Stored data Start Marker
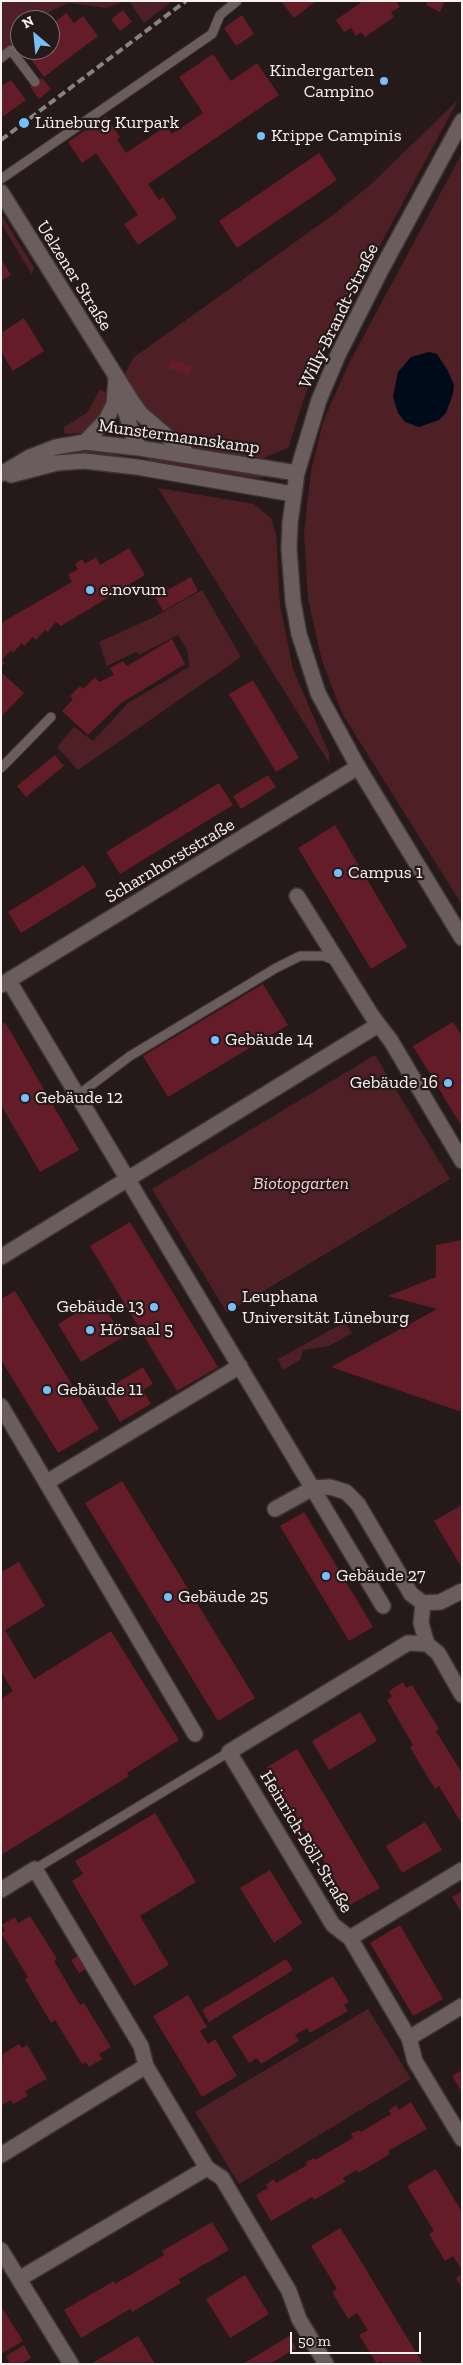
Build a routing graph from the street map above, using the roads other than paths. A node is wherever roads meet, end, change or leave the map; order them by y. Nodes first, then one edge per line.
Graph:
1 (238, 1) edge
2 (1, 58) edge
3 (35, 82) dead end
4 (462, 121) edge
5 (1, 179) edge
6 (1, 192) edge
7 (116, 378) junction
8 (141, 414) junction
9 (85, 442) junction
10 (139, 448) junction
11 (190, 456) junction
12 (136, 467) junction
13 (297, 473) junction
14 (1, 474) edge
15 (1, 478) edge
16 (293, 494) junction
17 (52, 717) dead end
18 (358, 767) junction
19 (1, 768) edge
20 (297, 896) dead end
21 (462, 938) edge
22 (337, 962) junction
23 (5, 983) edge
24 (378, 1025) junction
25 (78, 1095) junction
26 (462, 1161) edge
27 (128, 1179) junction
28 (1, 1256) edge
29 (240, 1366) junction
30 (1, 1406) edge
31 (47, 1482) junction
32 (313, 1488) junction
33 (276, 1509) dead end
34 (462, 1591) edge
35 (423, 1602) junction
36 (382, 1606) dead end
37 (427, 1644) junction
38 (462, 1696) edge
39 (196, 1734) dead end
40 (230, 1752) junction
41 (35, 1869) junction
42 (462, 1870) edge
43 (1, 1890) edge
44 (350, 1938) junction
45 (462, 2006) edge
46 (409, 2038) junction
47 (146, 2066) junction
48 (462, 2139) edge
49 (1, 2155) edge
50 (207, 2168) junction
51 (1, 2250) edge
52 (19, 2279) junction
53 (71, 2364) edge
54 (326, 2364) edge

1 - 5 lane
2 - 3 lane
4 - 13 street, Willy-Brandt-Straße
6 - 7 street, Uelzener Straße
7 - 8 street, Uelzener Straße
7 - 9 street
7 - 10 street, Uelzener Straße
8 - 10 street
8 - 11 street, Uelzener Straße
9 - 10 street, Munstermannskamp
9 - 14 street, Munstermannskamp
10 - 11 street, Munstermannskamp
10 - 12 street
11 - 13 street, Munstermannskamp
12 - 15 street, Munstermannskamp
12 - 16 street, Munstermannskamp
13 - 16 street, Willy-Brandt-Straße
16 - 18 street, Willy-Brandt-Straße
17 - 19 lane
18 - 21 street, Willy-Brandt-Straße
18 - 23 street, Scharnhorststraße
20 - 22 street
22 - 24 street
22 - 25 lane
23 - 25 street
24 - 26 street
24 - 27 street
25 - 27 street
27 - 28 street
27 - 29 street
29 - 31 street
29 - 32 street
30 - 31 street
31 - 39 street
32 - 33 street
32 - 35 street
32 - 36 street
34 - 35 street
35 - 37 street
37 - 38 street
37 - 40 street
40 - 41 lane
40 - 44 street, Heinrich-Böll-Straße
41 - 43 street
41 - 47 street
42 - 44 street, Heinrich-Böll-Straße
44 - 46 street
45 - 46 street
46 - 48 street
47 - 49 street
47 - 50 street
50 - 52 street
50 - 54 street
51 - 52 street
52 - 53 street

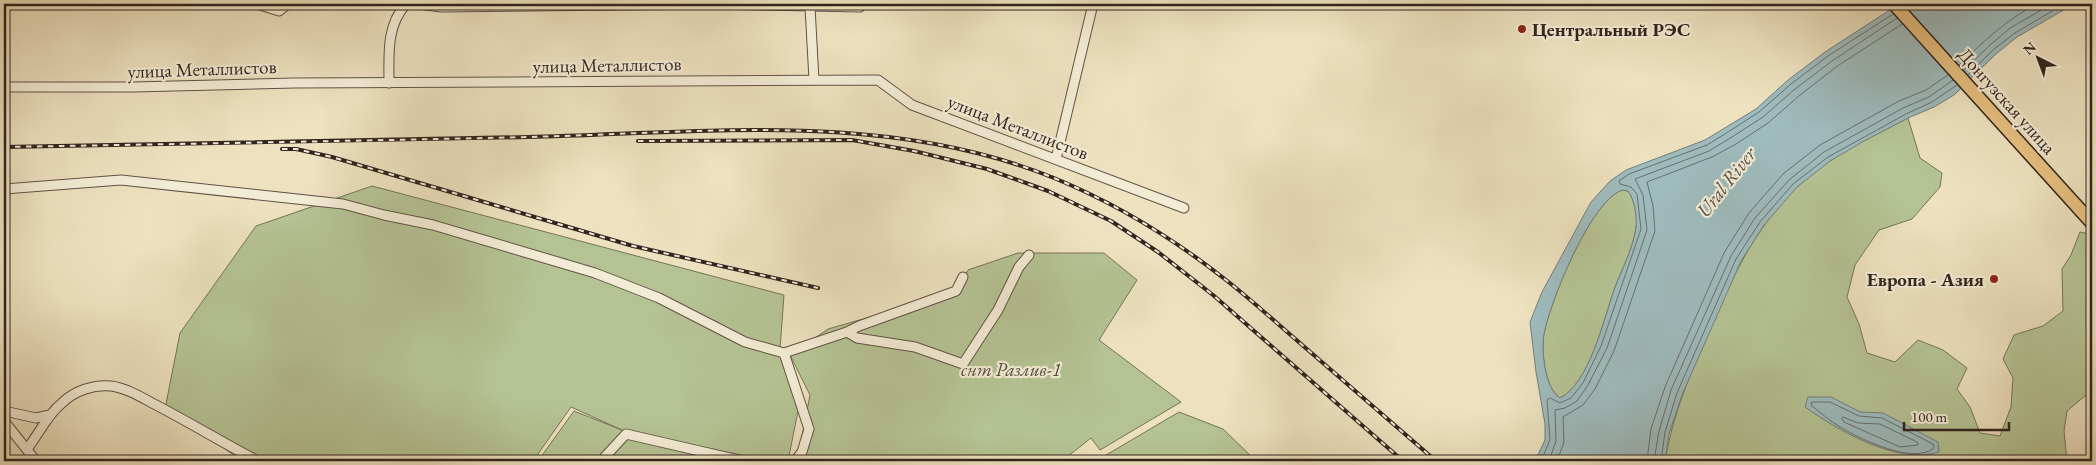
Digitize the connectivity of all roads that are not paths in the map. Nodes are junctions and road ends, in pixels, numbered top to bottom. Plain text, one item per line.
1 (258, 4) edge
2 (288, 4) edge
3 (406, 4) edge
4 (419, 4) edge
5 (1093, 4) edge
6 (1894, 4) edge
7 (810, 7) junction
8 (860, 7) dead end
9 (814, 80) junction
10 (389, 83) junction
11 (4, 87) edge
12 (1056, 159) junction
13 (4, 189) edge
14 (1184, 208) dead end
15 (2092, 223) edge
16 (1029, 255) dead end
17 (963, 277) dead end
18 (847, 332) junction
19 (784, 353) junction
20 (4, 411) edge
21 (50, 415) junction
22 (4, 421) edge
23 (27, 449) junction
24 (36, 461) edge
25 (258, 461) edge
26 (601, 461) edge
27 (743, 461) edge
28 (795, 461) edge

1 - 2 street
3 - 10 street
4 - 7 street
5 - 12 street
6 - 15 main road, Донгузская улица
7 - 8 street
7 - 9 street
9 - 10 street, улица Металлистов
9 - 12 street, улица Металлистов
10 - 11 street, улица Металлистов
12 - 14 street, улица Металлистов
13 - 19 street
16 - 18 street
17 - 18 street
18 - 19 street
19 - 28 street
20 - 21 street
21 - 23 street
21 - 25 street
22 - 23 street
23 - 24 street
26 - 27 street

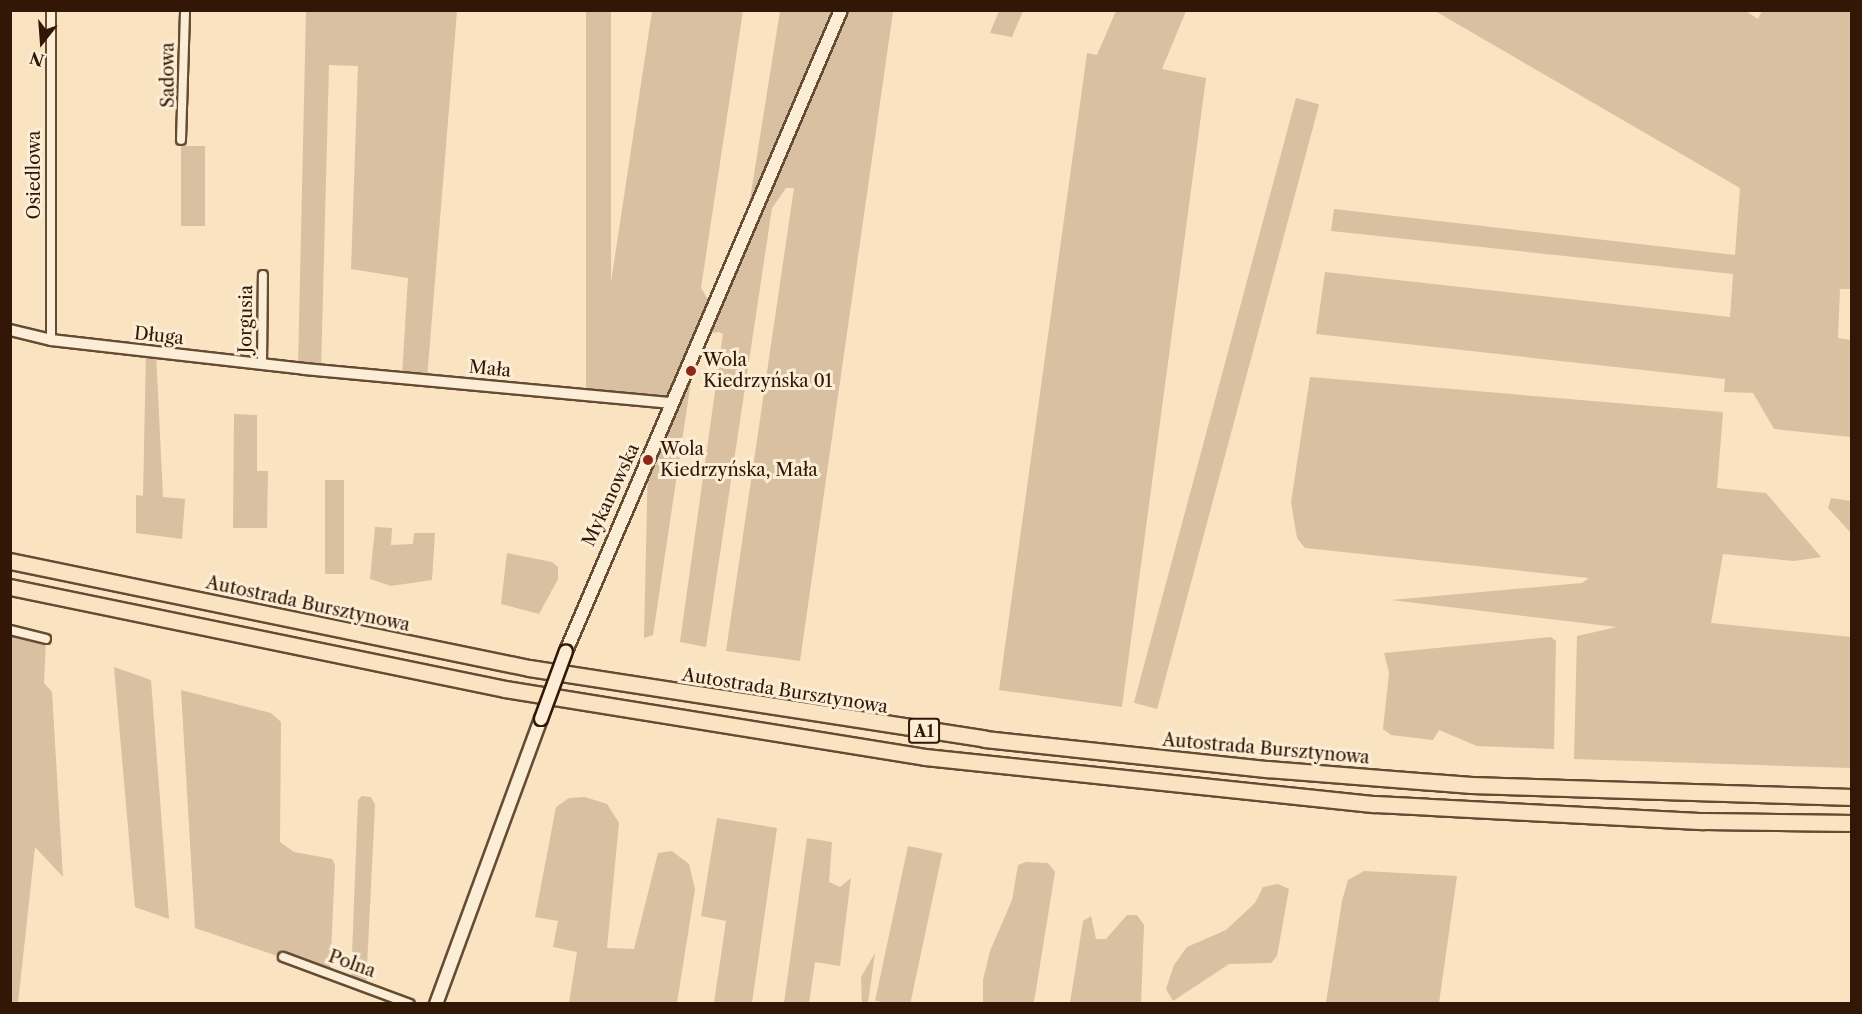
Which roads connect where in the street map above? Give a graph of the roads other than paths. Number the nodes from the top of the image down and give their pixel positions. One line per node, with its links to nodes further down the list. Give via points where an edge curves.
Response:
1 (51, 10): 7 (street, Osiedlowa)
2 (185, 10): 4 (street, Sadowa)
3 (841, 10): 10 (main road, Mykanowska)
4 (181, 140)
5 (263, 275): 8 (street, Jorgusia)
6 (10, 330): 7 (street, Długa)
7 (51, 340): 8 (street, Długa)
8 (262, 364): 9 (street, Długa)
9 (304, 369): 10 (street, Mała)
10 (672, 404): 19 (main road, Mykanowska, bridge, via 566,651)
11 (10, 561): 15 (highway, Autostrada Bursztynowa / A1, via 529,668 954,735 1176,761 1460,784)
12 (10, 587): 16 (highway, A1, via 516,691 946,760 1375,804 1704,821)
13 (10, 630): 14 (street)
14 (46, 639)
15 (1851, 797)
16 (1851, 823)
17 (283, 957): 18 (street, Polna)
18 (410, 1004)
19 (436, 1004)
Stored data End Marker
### [Task requirements]
In the copy, omit the pictures and reproduce every entry exactly.

### [Answer for the task]
Build a routing graph from the street map above, using the roads other than paths. A node is wherever roads meet, end, change or leave the map; order them by y. Nodes first, then one edge per line.
Graph:
1 (238, 1) edge
2 (1, 58) edge
3 (35, 82) dead end
4 (462, 121) edge
5 (1, 179) edge
6 (1, 192) edge
7 (116, 378) junction
8 (141, 414) junction
9 (85, 442) junction
10 (139, 448) junction
11 (190, 456) junction
12 (136, 467) junction
13 (297, 473) junction
14 (1, 474) edge
15 (1, 478) edge
16 (293, 494) junction
17 (52, 717) dead end
18 (358, 767) junction
19 (1, 768) edge
20 (297, 896) dead end
21 (462, 938) edge
22 (337, 962) junction
23 (5, 983) edge
24 (378, 1025) junction
25 (78, 1095) junction
26 (462, 1161) edge
27 (128, 1179) junction
28 (1, 1256) edge
29 (240, 1366) junction
30 (1, 1406) edge
31 (47, 1482) junction
32 (313, 1488) junction
33 (276, 1509) dead end
34 (462, 1591) edge
35 (423, 1602) junction
36 (382, 1606) dead end
37 (427, 1644) junction
38 (462, 1696) edge
39 (196, 1734) dead end
40 (230, 1752) junction
41 (35, 1869) junction
42 (462, 1870) edge
43 (1, 1890) edge
44 (350, 1938) junction
45 (462, 2006) edge
46 (409, 2038) junction
47 (146, 2066) junction
48 (462, 2139) edge
49 (1, 2155) edge
50 (207, 2168) junction
51 (1, 2250) edge
52 (19, 2279) junction
53 (71, 2364) edge
54 (326, 2364) edge

1 - 5 lane
2 - 3 lane
4 - 13 street, Willy-Brandt-Straße
6 - 7 street, Uelzener Straße
7 - 8 street, Uelzener Straße
7 - 9 street
7 - 10 street, Uelzener Straße
8 - 10 street
8 - 11 street, Uelzener Straße
9 - 10 street, Munstermannskamp
9 - 14 street, Munstermannskamp
10 - 11 street, Munstermannskamp
10 - 12 street
11 - 13 street, Munstermannskamp
12 - 15 street, Munstermannskamp
12 - 16 street, Munstermannskamp
13 - 16 street, Willy-Brandt-Straße
16 - 18 street, Willy-Brandt-Straße
17 - 19 lane
18 - 21 street, Willy-Brandt-Straße
18 - 23 street, Scharnhorststraße
20 - 22 street
22 - 24 street
22 - 25 lane
23 - 25 street
24 - 26 street
24 - 27 street
25 - 27 street
27 - 28 street
27 - 29 street
29 - 31 street
29 - 32 street
30 - 31 street
31 - 39 street
32 - 33 street
32 - 35 street
32 - 36 street
34 - 35 street
35 - 37 street
37 - 38 street
37 - 40 street
40 - 41 lane
40 - 44 street, Heinrich-Böll-Straße
41 - 43 street
41 - 47 street
42 - 44 street, Heinrich-Böll-Straße
44 - 46 street
45 - 46 street
46 - 48 street
47 - 49 street
47 - 50 street
50 - 52 street
50 - 54 street
51 - 52 street
52 - 53 street

Digitize the connectivity of all roads that are not paths in the map. Nodes are junctions and road ends, in pixels, numbered top to bottom. Plain text, one item per line.
1 (258, 4) edge
2 (288, 4) edge
3 (406, 4) edge
4 (419, 4) edge
5 (1093, 4) edge
6 (1894, 4) edge
7 (810, 7) junction
8 (860, 7) dead end
9 (814, 80) junction
10 (389, 83) junction
11 (4, 87) edge
12 (1056, 159) junction
13 (4, 189) edge
14 (1184, 208) dead end
15 (2092, 223) edge
16 (1029, 255) dead end
17 (963, 277) dead end
18 (847, 332) junction
19 (784, 353) junction
20 (4, 411) edge
21 (50, 415) junction
22 (4, 421) edge
23 (27, 449) junction
24 (36, 461) edge
25 (258, 461) edge
26 (601, 461) edge
27 (743, 461) edge
28 (795, 461) edge

1 - 2 street
3 - 10 street
4 - 7 street
5 - 12 street
6 - 15 main road, Донгузская улица
7 - 8 street
7 - 9 street
9 - 10 street, улица Металлистов
9 - 12 street, улица Металлистов
10 - 11 street, улица Металлистов
12 - 14 street, улица Металлистов
13 - 19 street
16 - 18 street
17 - 18 street
18 - 19 street
19 - 28 street
20 - 21 street
21 - 23 street
21 - 25 street
22 - 23 street
23 - 24 street
26 - 27 street

Which roads connect where in the street map above? Give a graph of the roads other than paths. Number the nodes from the top of the image down and give their pixel positions. One line per node, with its links to nodes further down the list. Give via points where an edge curves.
Response:
1 (51, 10): 7 (street, Osiedlowa)
2 (185, 10): 4 (street, Sadowa)
3 (841, 10): 10 (main road, Mykanowska)
4 (181, 140)
5 (263, 275): 8 (street, Jorgusia)
6 (10, 330): 7 (street, Długa)
7 (51, 340): 8 (street, Długa)
8 (262, 364): 9 (street, Długa)
9 (304, 369): 10 (street, Mała)
10 (672, 404): 19 (main road, Mykanowska, bridge, via 566,651)
11 (10, 561): 15 (highway, Autostrada Bursztynowa / A1, via 529,668 954,735 1176,761 1460,784)
12 (10, 587): 16 (highway, A1, via 516,691 946,760 1375,804 1704,821)
13 (10, 630): 14 (street)
14 (46, 639)
15 (1851, 797)
16 (1851, 823)
17 (283, 957): 18 (street, Polna)
18 (410, 1004)
19 (436, 1004)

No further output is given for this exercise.